ADD run_solr_w_ltr.sh ./run_solr_w_ltr.sh
RUN chown solr:solr run_solr_w_ltr.sh
RUN chmod u+x run_solr_w_ltr.sh


RUN chown -R solr:solr /opt/solr/

USER solr

ENTRYPOINT "./run_solr_w_ltr.sh" 

the launch_sorl.sh contains (to copy plugin learning to rank to solr)

#!/bin/sh 
mkdir -p /var/solr/data/lib/
cp dist/solr-ltr-*.jar /var/solr/data/lib/
ls /var/solr/data/lib

solr-foreground -Dsolr.ltr.enabled=true

the launch_solr.sh starts the container with

#!/bin/sh

docker build . -t aips-solr

Solr runs sucessfully and the admin center can be accessed via http://localhost:8983/solr/#/

I followed the instruction of https://solr.apache.org/guide/8_5/uploading-data-with-solr-cell-using-apache-tika.html

I did create an file called solrconfig.xml in the sub folder solr

enter image description here

The contant is:

<lib dir="/opt/solr/contrib/extraction/lib" regex=".*\.jar" />
<lib dir="/opt/solr/dist/" regex="solr-cell-\d.*\.jar" />

<requestHandler name="/update/extract" 
                startup="lazy"
                class="solr.extraction.ExtractingRequestHandler">
   <lst name="defaults">
      <str name="lowernames">true</str>
      <str name="fmap.content">content</str>
   </lst>
</requestHandler>

I checked if the solr folder exists and contains the files.
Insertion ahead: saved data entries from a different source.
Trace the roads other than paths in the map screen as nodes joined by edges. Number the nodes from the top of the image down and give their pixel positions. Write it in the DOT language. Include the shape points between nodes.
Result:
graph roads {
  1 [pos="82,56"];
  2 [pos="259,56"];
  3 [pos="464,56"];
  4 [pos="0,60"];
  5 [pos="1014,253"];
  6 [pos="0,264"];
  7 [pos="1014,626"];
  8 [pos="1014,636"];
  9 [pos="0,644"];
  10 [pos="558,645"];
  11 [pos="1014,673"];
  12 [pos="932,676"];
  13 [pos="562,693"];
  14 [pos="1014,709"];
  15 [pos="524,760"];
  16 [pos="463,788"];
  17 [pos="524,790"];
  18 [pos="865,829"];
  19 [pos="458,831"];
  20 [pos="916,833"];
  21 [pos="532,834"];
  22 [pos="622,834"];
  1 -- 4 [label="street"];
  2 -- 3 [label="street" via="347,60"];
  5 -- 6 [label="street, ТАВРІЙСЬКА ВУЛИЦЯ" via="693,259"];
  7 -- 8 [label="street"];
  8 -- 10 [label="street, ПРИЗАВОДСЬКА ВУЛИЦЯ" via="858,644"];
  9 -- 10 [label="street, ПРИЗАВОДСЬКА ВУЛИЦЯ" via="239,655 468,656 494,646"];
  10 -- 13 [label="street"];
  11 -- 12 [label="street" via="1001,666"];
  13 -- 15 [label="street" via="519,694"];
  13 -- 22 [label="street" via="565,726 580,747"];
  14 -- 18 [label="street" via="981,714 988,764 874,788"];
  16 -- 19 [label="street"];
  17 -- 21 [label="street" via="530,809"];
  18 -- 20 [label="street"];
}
i created a new index in the solr-admin-center

enter image description here

i should be using the config of the directory

/opt/solr/server/solr/configsets/_default/conf

right ?

I set the volumn via

volumes:
      - ./solr/solr-config:/opt/solr/server/solr/configsets/_default/conf

therefore the config should be the config of solrconfig.xml

<lib dir="/opt/solr/contrib/extraction/lib" regex=".*\.jar" />
<lib dir="/opt/solr/dist/" regex="solr-cell-\d.*\.jar" />

<requestHandler name="/update/extract" 
                startup="lazy"
                class="solr.extraction.ExtractingRequestHandler">
   <lst name="defaults">
      <str name="lowernames">true</str>
      <str name="fmap.content">content</str>
   </lst>
</requestHandler>

right?

The Settings of Parser-Specific Properties are optional if i understand it correct.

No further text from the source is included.